___ SOURCE MATERIAL
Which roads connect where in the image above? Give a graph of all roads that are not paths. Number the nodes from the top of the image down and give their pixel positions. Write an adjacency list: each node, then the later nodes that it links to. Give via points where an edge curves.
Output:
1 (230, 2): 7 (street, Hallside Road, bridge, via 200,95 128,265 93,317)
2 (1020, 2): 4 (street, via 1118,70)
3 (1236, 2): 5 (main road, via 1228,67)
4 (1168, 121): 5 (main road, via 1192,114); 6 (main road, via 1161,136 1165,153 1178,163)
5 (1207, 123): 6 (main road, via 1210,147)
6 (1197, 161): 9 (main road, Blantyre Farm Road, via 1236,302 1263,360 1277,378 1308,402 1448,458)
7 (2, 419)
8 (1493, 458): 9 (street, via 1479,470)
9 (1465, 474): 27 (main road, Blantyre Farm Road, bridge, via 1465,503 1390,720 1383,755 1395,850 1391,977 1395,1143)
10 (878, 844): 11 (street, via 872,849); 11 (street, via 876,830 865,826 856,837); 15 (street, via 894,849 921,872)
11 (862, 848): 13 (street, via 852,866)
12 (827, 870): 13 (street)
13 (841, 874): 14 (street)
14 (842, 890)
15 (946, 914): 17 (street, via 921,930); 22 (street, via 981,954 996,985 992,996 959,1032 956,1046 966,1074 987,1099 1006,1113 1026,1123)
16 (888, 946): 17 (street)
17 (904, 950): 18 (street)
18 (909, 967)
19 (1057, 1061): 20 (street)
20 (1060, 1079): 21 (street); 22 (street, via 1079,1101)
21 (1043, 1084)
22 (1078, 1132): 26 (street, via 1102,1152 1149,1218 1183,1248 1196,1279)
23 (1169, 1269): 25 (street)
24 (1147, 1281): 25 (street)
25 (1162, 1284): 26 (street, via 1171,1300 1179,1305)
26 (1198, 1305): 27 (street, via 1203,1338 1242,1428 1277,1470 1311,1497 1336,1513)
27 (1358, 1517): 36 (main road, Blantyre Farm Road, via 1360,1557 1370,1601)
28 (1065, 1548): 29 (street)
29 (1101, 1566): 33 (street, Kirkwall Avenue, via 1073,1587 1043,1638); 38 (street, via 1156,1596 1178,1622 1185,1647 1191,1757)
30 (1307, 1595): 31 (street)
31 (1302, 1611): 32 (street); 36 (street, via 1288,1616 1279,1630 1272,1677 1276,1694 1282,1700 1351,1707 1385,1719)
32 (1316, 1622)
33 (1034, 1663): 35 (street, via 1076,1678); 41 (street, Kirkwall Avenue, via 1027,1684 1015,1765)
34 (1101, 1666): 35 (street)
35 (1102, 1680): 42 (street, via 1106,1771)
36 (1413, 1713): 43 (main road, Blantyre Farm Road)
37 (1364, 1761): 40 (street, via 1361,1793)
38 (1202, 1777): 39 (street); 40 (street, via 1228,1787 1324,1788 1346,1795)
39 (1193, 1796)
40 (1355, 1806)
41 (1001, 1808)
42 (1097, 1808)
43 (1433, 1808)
______
___ SOURCE MATERIAL
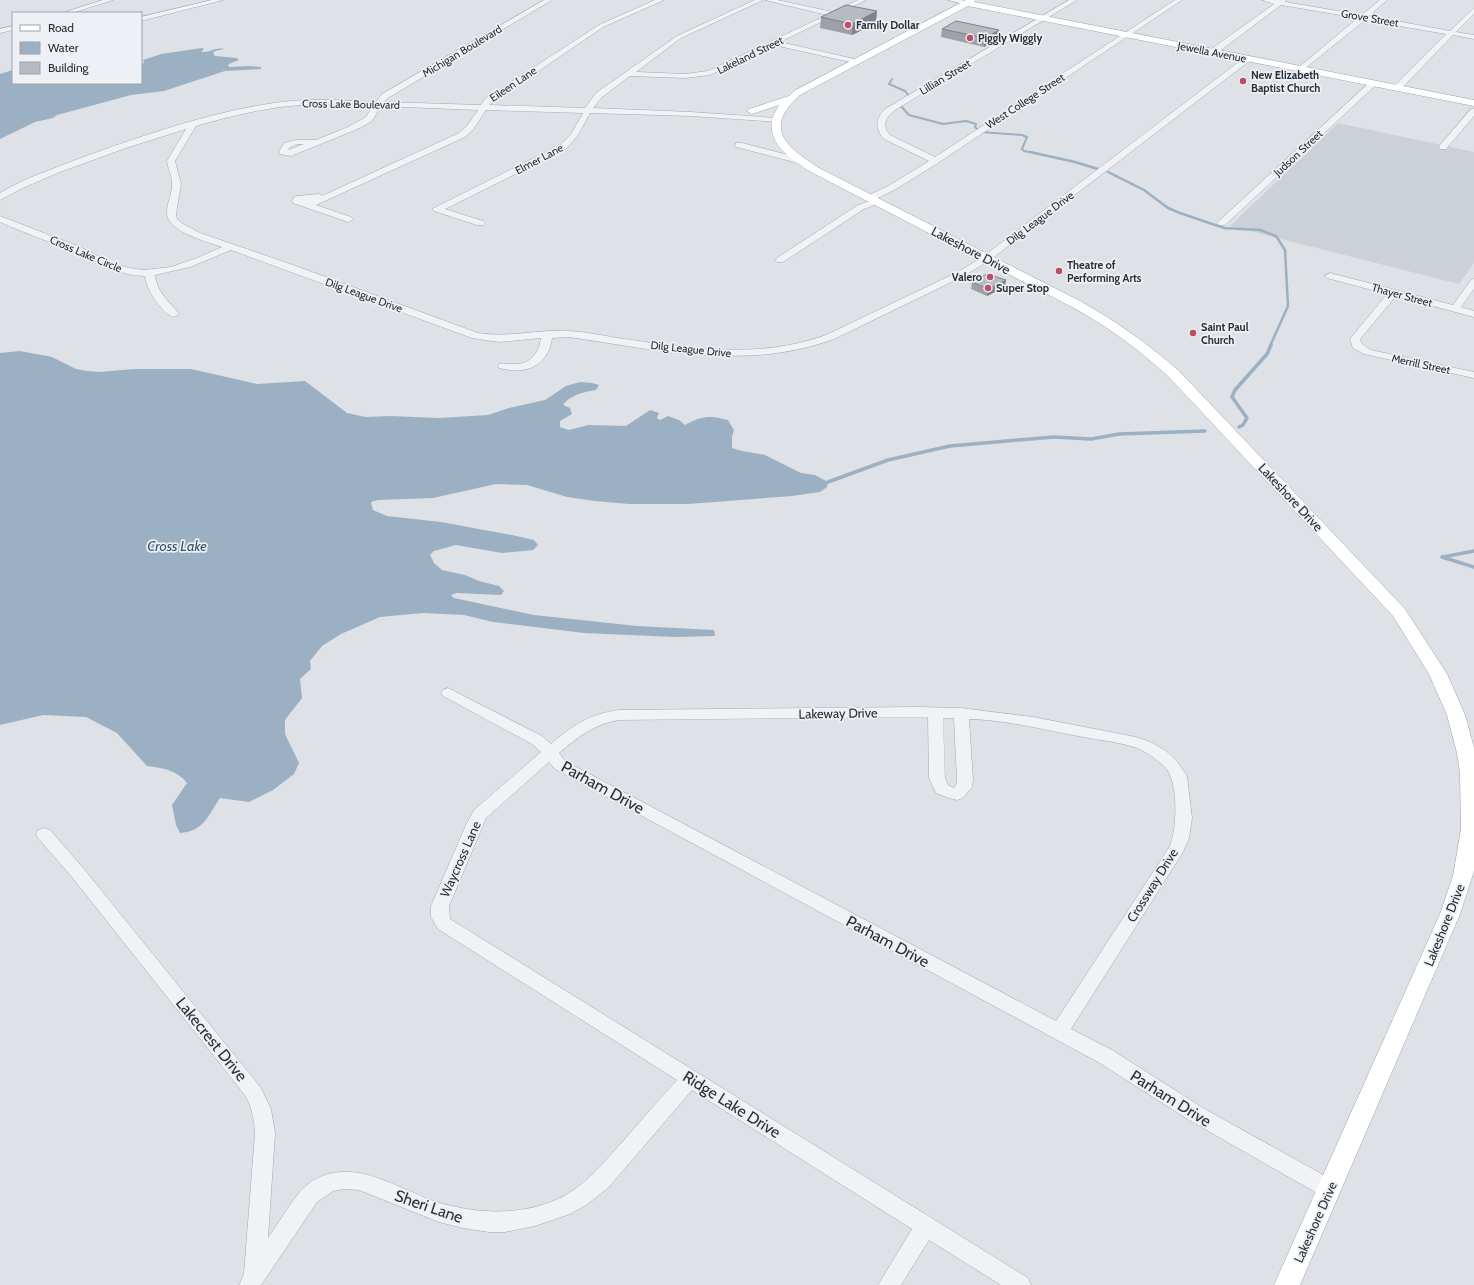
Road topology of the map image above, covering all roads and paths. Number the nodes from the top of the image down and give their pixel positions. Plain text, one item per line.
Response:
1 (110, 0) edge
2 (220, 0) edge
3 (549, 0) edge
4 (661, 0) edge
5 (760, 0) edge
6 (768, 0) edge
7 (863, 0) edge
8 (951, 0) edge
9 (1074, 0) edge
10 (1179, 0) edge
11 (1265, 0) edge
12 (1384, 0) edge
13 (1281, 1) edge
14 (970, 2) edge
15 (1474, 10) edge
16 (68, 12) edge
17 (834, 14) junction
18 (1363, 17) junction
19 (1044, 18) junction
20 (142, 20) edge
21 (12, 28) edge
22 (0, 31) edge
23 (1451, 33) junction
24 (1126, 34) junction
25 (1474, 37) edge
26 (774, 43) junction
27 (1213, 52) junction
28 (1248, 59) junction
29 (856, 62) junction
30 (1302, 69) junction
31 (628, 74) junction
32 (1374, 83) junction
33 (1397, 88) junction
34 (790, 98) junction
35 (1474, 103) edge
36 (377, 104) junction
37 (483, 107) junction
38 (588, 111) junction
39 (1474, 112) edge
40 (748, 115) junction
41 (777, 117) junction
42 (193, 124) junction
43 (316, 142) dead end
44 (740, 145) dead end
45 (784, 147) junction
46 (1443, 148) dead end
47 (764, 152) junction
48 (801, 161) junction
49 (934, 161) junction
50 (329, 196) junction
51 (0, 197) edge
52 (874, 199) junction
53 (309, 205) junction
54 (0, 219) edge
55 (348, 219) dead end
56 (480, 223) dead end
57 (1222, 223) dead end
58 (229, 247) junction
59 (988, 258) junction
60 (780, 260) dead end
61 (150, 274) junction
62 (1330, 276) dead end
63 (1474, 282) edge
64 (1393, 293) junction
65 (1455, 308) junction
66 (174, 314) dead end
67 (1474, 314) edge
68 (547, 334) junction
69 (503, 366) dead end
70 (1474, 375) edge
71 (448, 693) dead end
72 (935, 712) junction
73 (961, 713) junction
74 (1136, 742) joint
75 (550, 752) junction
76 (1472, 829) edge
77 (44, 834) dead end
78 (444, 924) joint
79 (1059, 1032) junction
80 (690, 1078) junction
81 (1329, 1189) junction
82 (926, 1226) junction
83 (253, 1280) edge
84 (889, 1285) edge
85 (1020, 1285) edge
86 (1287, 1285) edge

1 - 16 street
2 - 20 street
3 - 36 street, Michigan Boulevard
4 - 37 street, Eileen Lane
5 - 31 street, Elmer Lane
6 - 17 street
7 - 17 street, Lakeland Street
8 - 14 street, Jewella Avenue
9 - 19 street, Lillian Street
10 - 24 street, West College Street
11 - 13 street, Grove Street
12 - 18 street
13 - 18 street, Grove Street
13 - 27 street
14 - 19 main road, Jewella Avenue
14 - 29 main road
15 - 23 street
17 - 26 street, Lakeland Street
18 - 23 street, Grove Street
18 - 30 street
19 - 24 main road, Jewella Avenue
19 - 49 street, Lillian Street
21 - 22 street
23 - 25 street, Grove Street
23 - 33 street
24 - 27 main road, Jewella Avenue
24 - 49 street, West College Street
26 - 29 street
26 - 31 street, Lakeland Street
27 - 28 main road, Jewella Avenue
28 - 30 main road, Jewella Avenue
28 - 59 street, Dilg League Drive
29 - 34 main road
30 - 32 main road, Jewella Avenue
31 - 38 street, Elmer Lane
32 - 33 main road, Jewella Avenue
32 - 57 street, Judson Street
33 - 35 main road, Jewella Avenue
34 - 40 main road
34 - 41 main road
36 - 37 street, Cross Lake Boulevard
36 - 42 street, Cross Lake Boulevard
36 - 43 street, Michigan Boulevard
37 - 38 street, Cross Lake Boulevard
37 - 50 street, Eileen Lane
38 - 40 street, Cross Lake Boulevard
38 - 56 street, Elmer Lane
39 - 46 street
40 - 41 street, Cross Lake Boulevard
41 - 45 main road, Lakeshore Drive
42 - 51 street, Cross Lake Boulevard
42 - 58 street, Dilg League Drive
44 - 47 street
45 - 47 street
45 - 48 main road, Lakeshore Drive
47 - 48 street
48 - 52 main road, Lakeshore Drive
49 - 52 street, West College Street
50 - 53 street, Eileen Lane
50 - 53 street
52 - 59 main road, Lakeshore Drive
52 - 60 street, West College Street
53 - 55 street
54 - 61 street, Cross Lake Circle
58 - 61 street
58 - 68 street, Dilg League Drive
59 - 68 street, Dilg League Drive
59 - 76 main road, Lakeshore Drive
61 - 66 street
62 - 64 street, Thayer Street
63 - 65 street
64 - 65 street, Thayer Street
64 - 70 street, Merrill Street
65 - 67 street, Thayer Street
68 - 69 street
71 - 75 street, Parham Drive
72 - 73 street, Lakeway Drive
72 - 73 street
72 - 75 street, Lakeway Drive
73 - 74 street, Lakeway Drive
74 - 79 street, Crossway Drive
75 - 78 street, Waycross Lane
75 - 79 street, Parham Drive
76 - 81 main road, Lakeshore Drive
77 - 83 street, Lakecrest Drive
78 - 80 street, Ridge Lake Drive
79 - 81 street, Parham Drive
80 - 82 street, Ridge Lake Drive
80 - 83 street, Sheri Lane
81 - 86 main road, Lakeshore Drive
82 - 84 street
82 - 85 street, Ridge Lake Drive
______
*GOAL OF THE EXERCISE:* Filter the data above by the word "Parham" and copy every line that matches.

*ANSWER BELOW:*
71 - 75 street, Parham Drive
75 - 79 street, Parham Drive
79 - 81 street, Parham Drive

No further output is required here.